Thank you both so much for your help! Alas, I have been directed to insert
the field from the small table so that it exists in the table but in the
different form of a yes response for the matching information. To clarify,
the "Employees" table is the large table and has a primary key of Employee
ID. The "Bad Rating" table consists of one field, "Bad Rating," that is a
list of employee ID numbers of those employees who received a poor rating.
This list of numbers is what needs to be added to the "Employees" table, but
instead of listing the ID numbers, it needs to correspond with the "Employee
ID" field and return a "Yes" for those numbers that were in the "Bad Rating"
field.

Does this field need to be renamed "Employee ID" so that it can link with
the "Employee ID" field in the "Employees" table?
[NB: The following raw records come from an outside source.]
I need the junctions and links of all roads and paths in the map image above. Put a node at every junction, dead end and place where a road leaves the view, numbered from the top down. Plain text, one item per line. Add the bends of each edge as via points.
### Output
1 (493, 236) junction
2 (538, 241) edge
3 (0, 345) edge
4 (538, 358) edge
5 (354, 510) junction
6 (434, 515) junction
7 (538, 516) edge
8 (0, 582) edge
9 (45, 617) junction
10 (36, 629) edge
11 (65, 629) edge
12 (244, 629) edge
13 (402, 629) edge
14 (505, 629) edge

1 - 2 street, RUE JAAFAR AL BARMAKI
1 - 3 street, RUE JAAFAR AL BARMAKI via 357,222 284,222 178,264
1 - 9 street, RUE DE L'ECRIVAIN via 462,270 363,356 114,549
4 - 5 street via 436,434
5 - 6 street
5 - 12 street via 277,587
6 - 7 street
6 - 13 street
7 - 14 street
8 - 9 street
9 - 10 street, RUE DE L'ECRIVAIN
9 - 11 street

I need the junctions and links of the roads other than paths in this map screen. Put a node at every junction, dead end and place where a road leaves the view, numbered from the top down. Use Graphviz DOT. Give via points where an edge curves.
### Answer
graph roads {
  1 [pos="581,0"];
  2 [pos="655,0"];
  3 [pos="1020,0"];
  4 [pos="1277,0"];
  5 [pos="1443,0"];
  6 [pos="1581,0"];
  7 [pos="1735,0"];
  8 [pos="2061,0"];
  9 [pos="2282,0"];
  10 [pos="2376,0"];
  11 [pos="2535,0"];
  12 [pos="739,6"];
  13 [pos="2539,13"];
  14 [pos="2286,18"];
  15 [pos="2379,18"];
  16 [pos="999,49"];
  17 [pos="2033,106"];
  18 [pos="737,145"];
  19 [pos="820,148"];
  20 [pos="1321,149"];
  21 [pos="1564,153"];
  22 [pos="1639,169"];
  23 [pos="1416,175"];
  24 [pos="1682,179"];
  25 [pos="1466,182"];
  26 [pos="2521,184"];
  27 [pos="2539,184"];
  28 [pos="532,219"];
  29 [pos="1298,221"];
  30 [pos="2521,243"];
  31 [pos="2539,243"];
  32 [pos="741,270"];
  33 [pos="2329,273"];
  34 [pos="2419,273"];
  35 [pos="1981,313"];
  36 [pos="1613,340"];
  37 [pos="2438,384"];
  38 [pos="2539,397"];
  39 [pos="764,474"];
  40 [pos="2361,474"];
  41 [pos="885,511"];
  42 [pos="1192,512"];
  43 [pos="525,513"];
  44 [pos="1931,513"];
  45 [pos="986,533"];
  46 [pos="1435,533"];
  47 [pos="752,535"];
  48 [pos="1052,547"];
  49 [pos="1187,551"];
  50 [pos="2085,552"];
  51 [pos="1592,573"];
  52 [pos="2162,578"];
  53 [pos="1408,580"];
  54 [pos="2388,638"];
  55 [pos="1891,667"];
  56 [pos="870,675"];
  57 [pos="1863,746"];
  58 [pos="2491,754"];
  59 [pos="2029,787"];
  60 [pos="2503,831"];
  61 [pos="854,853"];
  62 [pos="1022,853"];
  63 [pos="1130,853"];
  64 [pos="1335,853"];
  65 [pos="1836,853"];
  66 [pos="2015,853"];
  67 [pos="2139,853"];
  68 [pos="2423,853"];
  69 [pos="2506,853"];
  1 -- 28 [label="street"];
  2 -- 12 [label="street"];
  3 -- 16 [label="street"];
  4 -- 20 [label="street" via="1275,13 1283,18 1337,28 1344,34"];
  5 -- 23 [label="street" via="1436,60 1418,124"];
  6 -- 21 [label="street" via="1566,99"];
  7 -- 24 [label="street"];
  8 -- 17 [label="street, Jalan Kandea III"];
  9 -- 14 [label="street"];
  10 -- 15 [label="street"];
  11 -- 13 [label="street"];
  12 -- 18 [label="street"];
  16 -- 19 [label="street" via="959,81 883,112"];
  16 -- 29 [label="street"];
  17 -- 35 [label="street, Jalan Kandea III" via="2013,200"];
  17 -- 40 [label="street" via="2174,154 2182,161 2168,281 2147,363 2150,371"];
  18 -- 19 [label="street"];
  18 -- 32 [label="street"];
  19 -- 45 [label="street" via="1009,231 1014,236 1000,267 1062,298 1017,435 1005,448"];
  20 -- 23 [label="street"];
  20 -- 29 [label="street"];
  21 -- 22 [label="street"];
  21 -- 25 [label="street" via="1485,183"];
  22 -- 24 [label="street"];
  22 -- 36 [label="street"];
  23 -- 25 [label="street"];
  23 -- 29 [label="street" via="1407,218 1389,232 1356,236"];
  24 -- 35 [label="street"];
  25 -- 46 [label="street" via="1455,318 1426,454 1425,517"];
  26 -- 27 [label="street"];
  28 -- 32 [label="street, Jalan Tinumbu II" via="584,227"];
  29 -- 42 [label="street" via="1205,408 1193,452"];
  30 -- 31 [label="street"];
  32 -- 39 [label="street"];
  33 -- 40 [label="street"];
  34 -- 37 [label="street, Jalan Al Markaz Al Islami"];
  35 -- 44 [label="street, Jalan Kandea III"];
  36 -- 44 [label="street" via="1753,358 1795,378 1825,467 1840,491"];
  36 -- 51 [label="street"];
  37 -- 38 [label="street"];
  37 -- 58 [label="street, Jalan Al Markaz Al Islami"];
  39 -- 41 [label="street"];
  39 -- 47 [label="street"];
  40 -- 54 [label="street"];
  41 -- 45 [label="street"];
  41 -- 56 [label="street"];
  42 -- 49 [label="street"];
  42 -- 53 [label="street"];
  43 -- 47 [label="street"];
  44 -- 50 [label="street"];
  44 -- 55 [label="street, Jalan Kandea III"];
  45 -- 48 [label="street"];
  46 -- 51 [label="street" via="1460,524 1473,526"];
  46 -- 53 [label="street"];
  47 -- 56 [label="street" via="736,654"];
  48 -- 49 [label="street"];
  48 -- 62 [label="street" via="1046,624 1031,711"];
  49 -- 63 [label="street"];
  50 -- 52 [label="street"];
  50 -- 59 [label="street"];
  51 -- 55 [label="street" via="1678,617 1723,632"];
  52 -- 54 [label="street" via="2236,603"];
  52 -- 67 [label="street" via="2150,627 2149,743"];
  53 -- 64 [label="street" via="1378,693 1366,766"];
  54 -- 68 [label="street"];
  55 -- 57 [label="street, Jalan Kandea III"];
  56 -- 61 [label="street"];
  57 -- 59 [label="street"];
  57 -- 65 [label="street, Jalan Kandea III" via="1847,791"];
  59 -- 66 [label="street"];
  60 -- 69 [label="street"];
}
I'm going to try the query suggested below so that I may view all employees,
but I had one question (not to sound like an idiot - I'm just an amateur!):
the formula I am to type in a vacant field cell should go in the field where
I want the "Yes" response to show up?

Once again, I cannot thank you enough for your help. Going to try
suggestions now!


:

On Sat, 12 Jan 2008 08:27:00 -0800, Inuchan

Thank you in advance for your help! I have two Excel spreadsheets that I
successfully imported into Access 2003 and created tables for. I need to add
the field from one table to the other, but there is not a direct match in the
relationship. The large table uses the Employee ID as the primary key. The
smaller table contains one field that lists a subset of these Employee ID
numbers (a selection of certain employees). I need to transfer this field to
the larger table, but I do not know how to tell Access to match up the
corresponding numbers (i.e., the large table lists all employees, but the
added field will only match up with those employees who appear in it.) In
addition, I need to change the value of the data in the added field from its
original number form to a "yes." Therefore, the "yes" would appear in the
added field in the record that corresponds with the appropriate Employee.
Any help would be greatly appreciated. I'm fairly new at this program and
feel that there has to be an easier way to do this than just adding a field
and hand keying all of the "yes" entries with the corresponding numbers.
THANK YOU!

You may still be in a spreadsheet mindset. If all you need is a report, or a
display, listing a YES for all employees who match in the two tables, you
don't need any new fields in either table (and in fact should not create such
a redundant field at all!)

Instead, create a Query joining the two tables on this ID. Select whatever
fields you want to see from each query. This query will show only those
employees who appear in both tables.

If you want to see all the employees, with a Yes/No field showing Yes for
those who match in the smaller table, select the Join line in the query design
window and choose option 2 (or maybe 3 depending on how you created the
query): Show All Records in <employees> and matching records in <matching
table>. In a vacant Field cell type something like

InSmallTable: Not IsNull([smalltable].[Employee ID])

This field will be YES if there is a matching record, NO otherwise.